§ EXERCISE DETAILS: When the string "Mahony" appears in a line of the records, show the whole line.

_ _ _ _ _ _ _

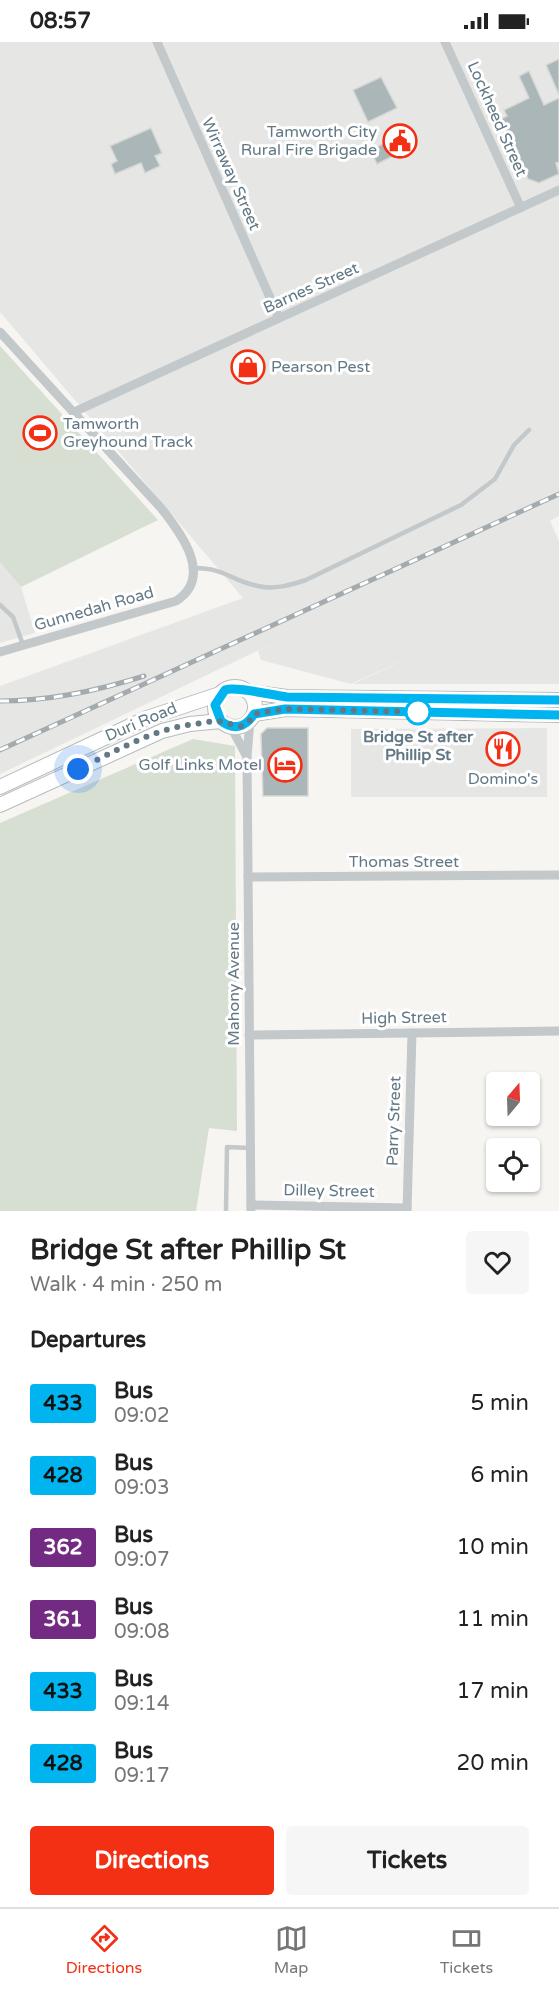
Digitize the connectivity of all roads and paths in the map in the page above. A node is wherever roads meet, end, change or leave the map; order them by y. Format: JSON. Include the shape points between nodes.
{"nodes":[{"id":1,"x":157,"y":42,"type":"edge"},
{"id":2,"x":446,"y":42,"type":"edge"},
{"id":3,"x":559,"y":190,"type":"edge"},
{"id":4,"x":520,"y":208,"type":"junction"},
{"id":5,"x":279,"y":318,"type":"junction"},
{"id":6,"x":0,"y":332,"type":"edge"},
{"id":7,"x":74,"y":412,"type":"junction"},
{"id":8,"x":529,"y":430,"type":"dead end"},
{"id":9,"x":194,"y":568,"type":"junction"},
{"id":10,"x":0,"y":605,"type":"edge"},
{"id":11,"x":23,"y":645,"type":"junction"},
{"id":12,"x":0,"y":652,"type":"edge"},
{"id":13,"x":249,"y":692,"type":"junction"},
{"id":14,"x":220,"y":694,"type":"junction"},
{"id":15,"x":513,"y":700,"type":"junction"},
{"id":16,"x":559,"y":700,"type":"edge"},
{"id":17,"x":559,"y":710,"type":"edge"},
{"id":18,"x":559,"y":715,"type":"edge"},
{"id":19,"x":252,"y":717,"type":"junction"},
{"id":20,"x":226,"y":724,"type":"junction"},
{"id":21,"x":247,"y":757,"type":"junction"},
{"id":22,"x":0,"y":787,"type":"edge"},
{"id":23,"x":0,"y":805,"type":"edge"},
{"id":24,"x":559,"y":875,"type":"edge"},
{"id":25,"x":248,"y":877,"type":"junction"},
{"id":26,"x":559,"y":1030,"type":"edge"},
{"id":27,"x":412,"y":1033,"type":"junction"},
{"id":28,"x":249,"y":1035,"type":"junction"},
{"id":29,"x":250,"y":1148,"type":"junction"},
{"id":30,"x":251,"y":1208,"type":"edge"},
{"id":31,"x":407,"y":1209,"type":"edge"},
{"id":32,"x":226,"y":1211,"type":"edge"}],
"edges":[{"from":1,"to":5,"type":"street","name":"Wirraway Street"},
{"from":2,"to":4,"type":"street","name":"Lockheed Street"},
{"from":3,"to":4,"type":"street","name":"Barnes Street"},
{"from":4,"to":5,"type":"street","name":"Barnes Street"},
{"from":5,"to":7,"type":"street","name":"Barnes Street"},
{"from":6,"to":7,"type":"street"},
{"from":7,"to":9,"type":"street","via":[[172,521],[188,547]]},
{"from":8,"to":9,"type":"lane","via":[[514,445],[495,479],[461,505],[306,580],[259,587],[224,571]]},
{"from":9,"to":11,"type":"street","name":"Gunnedah Road","via":[[191,587],[185,595],[166,605]]},
{"from":10,"to":11,"type":"lane","via":[[13,617]]},
{"from":11,"to":12,"type":"street","name":"Gunnedah Road"},
{"from":13,"to":14,"type":"main road","via":[[237,687]]},
{"from":13,"to":15,"type":"main road","via":[[287,697]]},
{"from":13,"to":19,"type":"main road","via":[[255,702]]},
{"from":14,"to":20,"type":"main road","via":[[215,705]]},
{"from":14,"to":22,"type":"main road","name":"Duri Road","via":[[147,718]]},
{"from":15,"to":16,"type":"main road"},
{"from":15,"to":17,"type":"main road"},
{"from":18,"to":19,"type":"main road","via":[[285,709]]},
{"from":19,"to":20,"type":"main road","via":[[242,726]]},
{"from":19,"to":21,"type":"street","name":"Mahony Avenue"},
{"from":20,"to":21,"type":"street","name":"Mahony Avenue"},
{"from":20,"to":23,"type":"main road","name":"Duri Road","via":[[162,731]]},
{"from":21,"to":25,"type":"street","name":"Mahony Avenue"},
{"from":24,"to":25,"type":"street","name":"Thomas Street"},
{"from":25,"to":28,"type":"street","name":"Mahony Avenue"},
{"from":26,"to":27,"type":"street","name":"High Street"},
{"from":27,"to":28,"type":"street","name":"High Street"},
{"from":27,"to":31,"type":"street","name":"Parry Street"},
{"from":28,"to":29,"type":"street","name":"Mahony Avenue"},
{"from":29,"to":30,"type":"street","name":"Mahony Avenue"},
{"from":29,"to":32,"type":"lane","via":[[227,1147]]},
{"from":30,"to":31,"type":"street","name":"Dilley Street"}]}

_ _ _ _ _ _ _

§ RESPONSE TO THIS EXERCISE:
{"from":19,"to":21,"type":"street","name":"Mahony Avenue"},
{"from":20,"to":21,"type":"street","name":"Mahony Avenue"},
{"from":21,"to":25,"type":"street","name":"Mahony Avenue"},
{"from":25,"to":28,"type":"street","name":"Mahony Avenue"},
{"from":28,"to":29,"type":"street","name":"Mahony Avenue"},
{"from":29,"to":30,"type":"street","name":"Mahony Avenue"},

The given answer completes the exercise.